Address correspondence to: Arnold J. Greenspon, MD, Director, Cardiac Electrophysiology Laboratory, Thomas Jefferson University Hospital, Jefferson Heart Institute, 925 Chestnut Street, Mezzanine, Philadelphia, PA 19107. E-mail:

Case report

An 83-year-old man underwent coronary artery bypass surgery for unstable angina followed by a repeat procedure 13 years later. One year later, a dual-chamber implantable cardioverter-defibrillator (ICD) was implanted following resuscitated cardiac arrest due to ventricular fibrillation. The ICD lead was a Medtronic, (Minneapolis, MN) model 6949 Sprint Fidelis active fixation lead. The lead was positioned at the right ventricular (RV) apex. At implantation the RV pacing threshold was 0.8 volts, at a pulse width of 0.5 ms, with a measured R-wave amplitude of 7 mV and a lead impedance of 745 ohms. Twenty-six months later, during a routine office visit, failure of RV capture at 6 volts was detected, along with a drop in the lead impedance to 276 ohms. The patient reported no symptoms. He was immediately referred for extraction of his RV ICD lead. It was assumed that his clinical presentation was consistent with a fracture of the Sprint Fidelis lead. Review of the chest radiograph taken prior to the extraction procedure showed that the tip of the RV ICD lead extended beyond the cardiac silhouette, suggesting perforation (Figure 1). Therefore, prior to initiating a lead extraction procedure, a pigtail catheter was placed via the right femoral vein at the RV apex and a biplane RV angiogram was performed. Perforation of the RV ICD lead was clearly demonstrated (Movie 1). The patient was taken to the operating room where the heart was exposed via a small subxiphoid incision. The perforated lead was clearly visible. There was no hemothorax or hemopericardium. The lead was percutaneously extracted with a laser sheath while the perforation was surgically repaired and a pericardial drain was placed. The pericardial drain was removed the following morning as there was trivial postoperative bleeding. A new transvenous lead was placed without complications.

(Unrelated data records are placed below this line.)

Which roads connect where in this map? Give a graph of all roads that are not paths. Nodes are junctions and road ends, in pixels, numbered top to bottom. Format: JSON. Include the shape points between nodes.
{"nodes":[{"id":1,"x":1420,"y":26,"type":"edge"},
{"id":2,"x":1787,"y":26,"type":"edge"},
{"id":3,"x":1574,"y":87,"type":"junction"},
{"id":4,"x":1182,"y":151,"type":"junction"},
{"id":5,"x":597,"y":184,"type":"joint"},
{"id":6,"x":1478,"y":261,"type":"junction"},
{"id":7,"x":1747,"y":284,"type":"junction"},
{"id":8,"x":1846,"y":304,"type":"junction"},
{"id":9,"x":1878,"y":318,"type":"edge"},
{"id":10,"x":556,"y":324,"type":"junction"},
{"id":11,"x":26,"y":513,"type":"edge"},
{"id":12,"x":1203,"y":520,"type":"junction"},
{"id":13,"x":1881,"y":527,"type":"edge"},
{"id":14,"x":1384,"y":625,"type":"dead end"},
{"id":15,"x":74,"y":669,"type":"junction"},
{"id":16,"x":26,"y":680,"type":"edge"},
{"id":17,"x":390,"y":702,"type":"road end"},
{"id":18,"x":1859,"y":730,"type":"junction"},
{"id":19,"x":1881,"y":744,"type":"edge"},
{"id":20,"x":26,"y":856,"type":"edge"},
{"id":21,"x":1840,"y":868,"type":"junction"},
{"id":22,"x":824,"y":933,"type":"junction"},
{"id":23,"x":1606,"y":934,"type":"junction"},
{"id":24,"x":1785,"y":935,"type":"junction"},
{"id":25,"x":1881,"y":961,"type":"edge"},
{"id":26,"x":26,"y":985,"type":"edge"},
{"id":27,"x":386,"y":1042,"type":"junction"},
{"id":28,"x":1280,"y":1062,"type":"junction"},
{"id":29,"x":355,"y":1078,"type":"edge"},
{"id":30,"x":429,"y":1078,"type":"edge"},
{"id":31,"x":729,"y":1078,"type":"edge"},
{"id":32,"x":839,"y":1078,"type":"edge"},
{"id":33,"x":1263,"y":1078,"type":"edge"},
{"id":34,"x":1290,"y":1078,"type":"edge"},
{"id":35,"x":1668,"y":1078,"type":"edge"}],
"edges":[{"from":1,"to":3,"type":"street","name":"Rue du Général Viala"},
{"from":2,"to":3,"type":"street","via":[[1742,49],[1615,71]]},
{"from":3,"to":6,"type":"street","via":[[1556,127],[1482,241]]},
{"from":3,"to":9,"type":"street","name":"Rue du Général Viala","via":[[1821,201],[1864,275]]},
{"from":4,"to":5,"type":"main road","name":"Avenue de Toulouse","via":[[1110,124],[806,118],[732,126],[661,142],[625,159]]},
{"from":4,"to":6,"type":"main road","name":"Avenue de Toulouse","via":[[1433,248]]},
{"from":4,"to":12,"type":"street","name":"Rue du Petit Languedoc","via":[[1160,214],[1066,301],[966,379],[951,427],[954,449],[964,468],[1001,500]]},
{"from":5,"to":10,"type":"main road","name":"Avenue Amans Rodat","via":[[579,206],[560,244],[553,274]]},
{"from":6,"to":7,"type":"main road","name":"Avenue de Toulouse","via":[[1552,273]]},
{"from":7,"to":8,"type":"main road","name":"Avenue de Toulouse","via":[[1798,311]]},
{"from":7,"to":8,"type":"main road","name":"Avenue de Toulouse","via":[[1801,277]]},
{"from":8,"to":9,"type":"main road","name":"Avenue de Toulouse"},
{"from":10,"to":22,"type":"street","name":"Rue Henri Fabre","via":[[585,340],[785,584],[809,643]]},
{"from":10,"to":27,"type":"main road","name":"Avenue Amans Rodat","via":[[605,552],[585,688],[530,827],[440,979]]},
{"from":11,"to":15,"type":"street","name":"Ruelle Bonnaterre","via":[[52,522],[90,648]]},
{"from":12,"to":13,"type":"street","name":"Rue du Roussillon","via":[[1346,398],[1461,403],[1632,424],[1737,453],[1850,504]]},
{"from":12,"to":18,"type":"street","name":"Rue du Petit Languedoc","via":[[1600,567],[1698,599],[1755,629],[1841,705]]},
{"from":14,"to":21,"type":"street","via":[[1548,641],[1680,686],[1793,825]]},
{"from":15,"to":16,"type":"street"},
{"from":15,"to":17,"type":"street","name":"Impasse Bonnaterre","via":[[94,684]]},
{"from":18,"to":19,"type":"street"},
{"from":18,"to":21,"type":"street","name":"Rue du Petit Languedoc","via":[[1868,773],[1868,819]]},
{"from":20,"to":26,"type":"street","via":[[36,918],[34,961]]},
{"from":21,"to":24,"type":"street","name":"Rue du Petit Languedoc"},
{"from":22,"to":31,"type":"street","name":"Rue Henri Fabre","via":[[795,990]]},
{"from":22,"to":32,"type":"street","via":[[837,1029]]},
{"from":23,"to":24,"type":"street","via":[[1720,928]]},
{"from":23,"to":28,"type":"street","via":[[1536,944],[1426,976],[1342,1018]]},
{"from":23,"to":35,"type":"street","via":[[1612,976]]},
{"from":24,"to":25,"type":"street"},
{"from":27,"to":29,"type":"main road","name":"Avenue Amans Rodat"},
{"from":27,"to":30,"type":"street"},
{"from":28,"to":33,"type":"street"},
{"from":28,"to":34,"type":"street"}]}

Figure 1: Posterior-anterior chest radiograph shows that the tip of the right ventricular implantable cardioverter-defibrillator lead extends just beyond the cardiac silhouette, suggesting perforation.


The Medtronic Sprint Fidelis lead is associated with a high rate of premature failure.1 Recent reports suggest that the failure rate of this lead approaches 3% per year.2 The usual mode of failure is a fracture in the pace-sense conductor which results in an inappropriate shock due to oversensing. Failure to capture may also be observed.2 Management usually involves extraction of the fractured Sprint Fidelis lead and replacement with a new lead.3 The present case illustrates that not all lead malfunction is the result of a lead fracture. Delayed lead perforation is an uncommon but potentially clinically significant complication following ICD implantation.4,5 Risk factors for perforation include patient anatomy, concomitant steroids or anticoagulants, lead design, and lead positioning at the RV apex, as in this case.4,5 In our patient, a preoperative chest radiograph suggested lead migration. An RV angiogram confirmed the diagnosis. Other imaging modalities, such as echocardiography or CT, could have made the diagnosis. However, in our case, the patient was already in the electrophysiology laboratory being prepared for a lead extraction procedure. In the interest of time, we proceeded with an RV angiogram. The extraction procedure was then moved to the operating room where the perforated lead was exposed via a subxiphoid incision. This patient had two prior thoracotomies. We, therefore, elected for the surgeon to expose the lead via a subxiphoid incision rather than use an emergent procedure, which could be problematic in the setting of cardiac tamponade and shock. Mobilization of the lead and placement of a purse-string suture prevented potentially catastrophic hemorrhage following percutaneous laser extraction of the ICD lead.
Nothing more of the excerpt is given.